[Task description] The expected response is the full listing, retyped exactly, without its images.

**** Recorded data ****

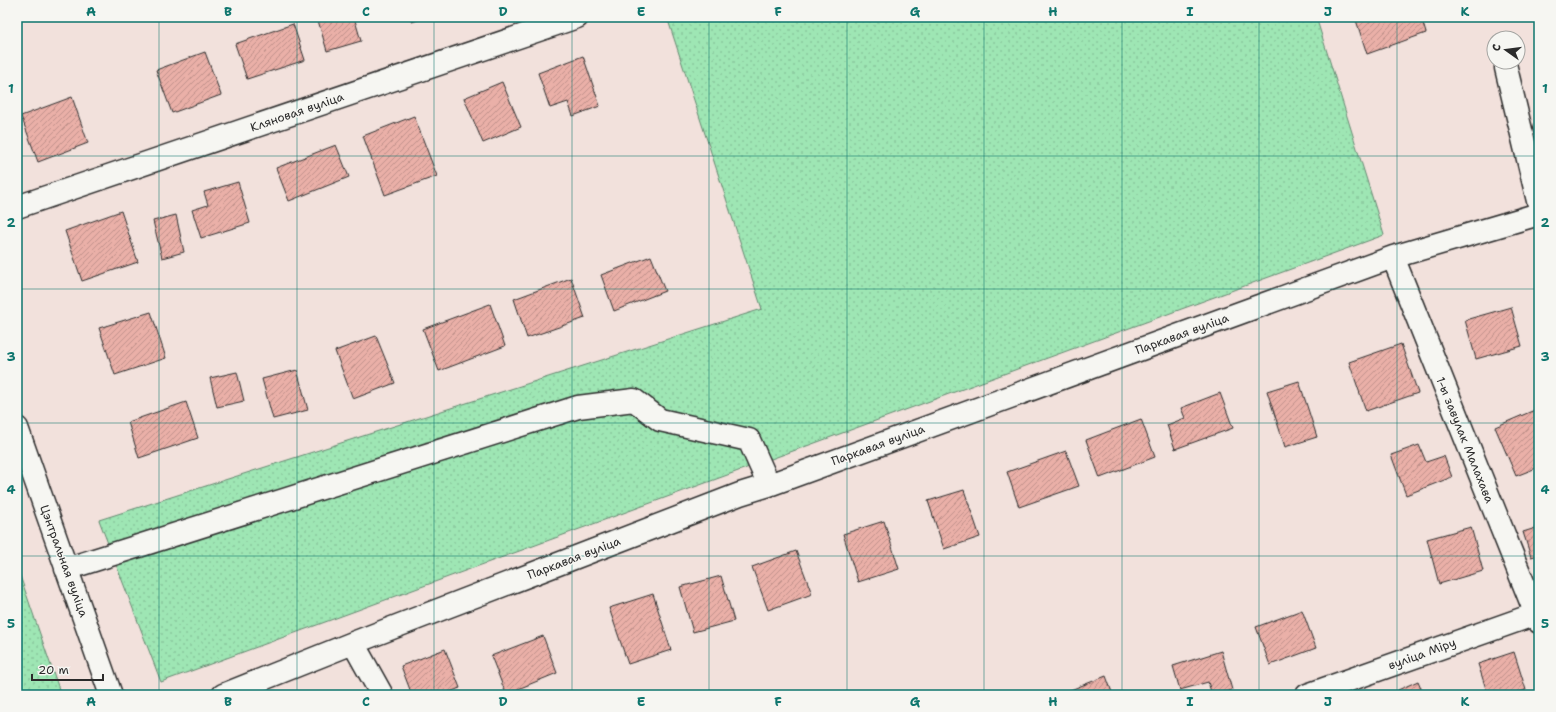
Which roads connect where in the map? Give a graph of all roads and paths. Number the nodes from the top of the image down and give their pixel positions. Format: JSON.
{"nodes":[{"id":1,"x":577,"y":17,"type":"edge"},
{"id":2,"x":1506,"y":70,"type":"edge"},
{"id":3,"x":1539,"y":205,"type":"edge"},
{"id":4,"x":17,"y":207,"type":"edge"},
{"id":5,"x":1539,"y":214,"type":"edge"},
{"id":6,"x":1392,"y":257,"type":"junction"},
{"id":7,"x":17,"y":428,"type":"edge"},
{"id":8,"x":769,"y":485,"type":"junction"},
{"id":9,"x":66,"y":569,"type":"junction"},
{"id":10,"x":1538,"y":618,"type":"edge"},
{"id":11,"x":353,"y":643,"type":"junction"},
{"id":12,"x":111,"y":695,"type":"edge"},
{"id":13,"x":223,"y":695,"type":"edge"},
{"id":14,"x":382,"y":695,"type":"edge"},
{"id":15,"x":1307,"y":695,"type":"edge"}],
"edges":[{"from":1,"to":4,"type":"street","name":"Кляновая вуліца"},
{"from":2,"to":3,"type":"street"},
{"from":5,"to":6,"type":"street","name":"Паркавая вуліца"},
{"from":6,"to":8,"type":"street","name":"Паркавая вуліца"},
{"from":6,"to":10,"type":"street","name":"1-ы завулак Малахава"},
{"from":7,"to":9,"type":"street","name":"Цэнтральная вуліца"},
{"from":8,"to":9,"type":"street"},
{"from":8,"to":11,"type":"street","name":"Паркавая вуліца"},
{"from":9,"to":12,"type":"street","name":"Цэнтральная вуліца"},
{"from":10,"to":15,"type":"street","name":"вуліца Міру"},
{"from":11,"to":13,"type":"street","name":"Паркавая вуліца"},
{"from":11,"to":14,"type":"street"}]}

****

[Solution]
Which roads connect where in the map? Give a graph of all roads and paths. Number the nodes from the top of the image down and give their pixel positions. Format: JSON.
{"nodes":[{"id":1,"x":577,"y":17,"type":"edge"},
{"id":2,"x":1506,"y":70,"type":"edge"},
{"id":3,"x":1539,"y":205,"type":"edge"},
{"id":4,"x":17,"y":207,"type":"edge"},
{"id":5,"x":1539,"y":214,"type":"edge"},
{"id":6,"x":1392,"y":257,"type":"junction"},
{"id":7,"x":17,"y":428,"type":"edge"},
{"id":8,"x":769,"y":485,"type":"junction"},
{"id":9,"x":66,"y":569,"type":"junction"},
{"id":10,"x":1538,"y":618,"type":"edge"},
{"id":11,"x":353,"y":643,"type":"junction"},
{"id":12,"x":111,"y":695,"type":"edge"},
{"id":13,"x":223,"y":695,"type":"edge"},
{"id":14,"x":382,"y":695,"type":"edge"},
{"id":15,"x":1307,"y":695,"type":"edge"}],
"edges":[{"from":1,"to":4,"type":"street","name":"Кляновая вуліца"},
{"from":2,"to":3,"type":"street"},
{"from":5,"to":6,"type":"street","name":"Паркавая вуліца"},
{"from":6,"to":8,"type":"street","name":"Паркавая вуліца"},
{"from":6,"to":10,"type":"street","name":"1-ы завулак Малахава"},
{"from":7,"to":9,"type":"street","name":"Цэнтральная вуліца"},
{"from":8,"to":9,"type":"street"},
{"from":8,"to":11,"type":"street","name":"Паркавая вуліца"},
{"from":9,"to":12,"type":"street","name":"Цэнтральная вуліца"},
{"from":10,"to":15,"type":"street","name":"вуліца Міру"},
{"from":11,"to":13,"type":"street","name":"Паркавая вуліца"},
{"from":11,"to":14,"type":"street"}]}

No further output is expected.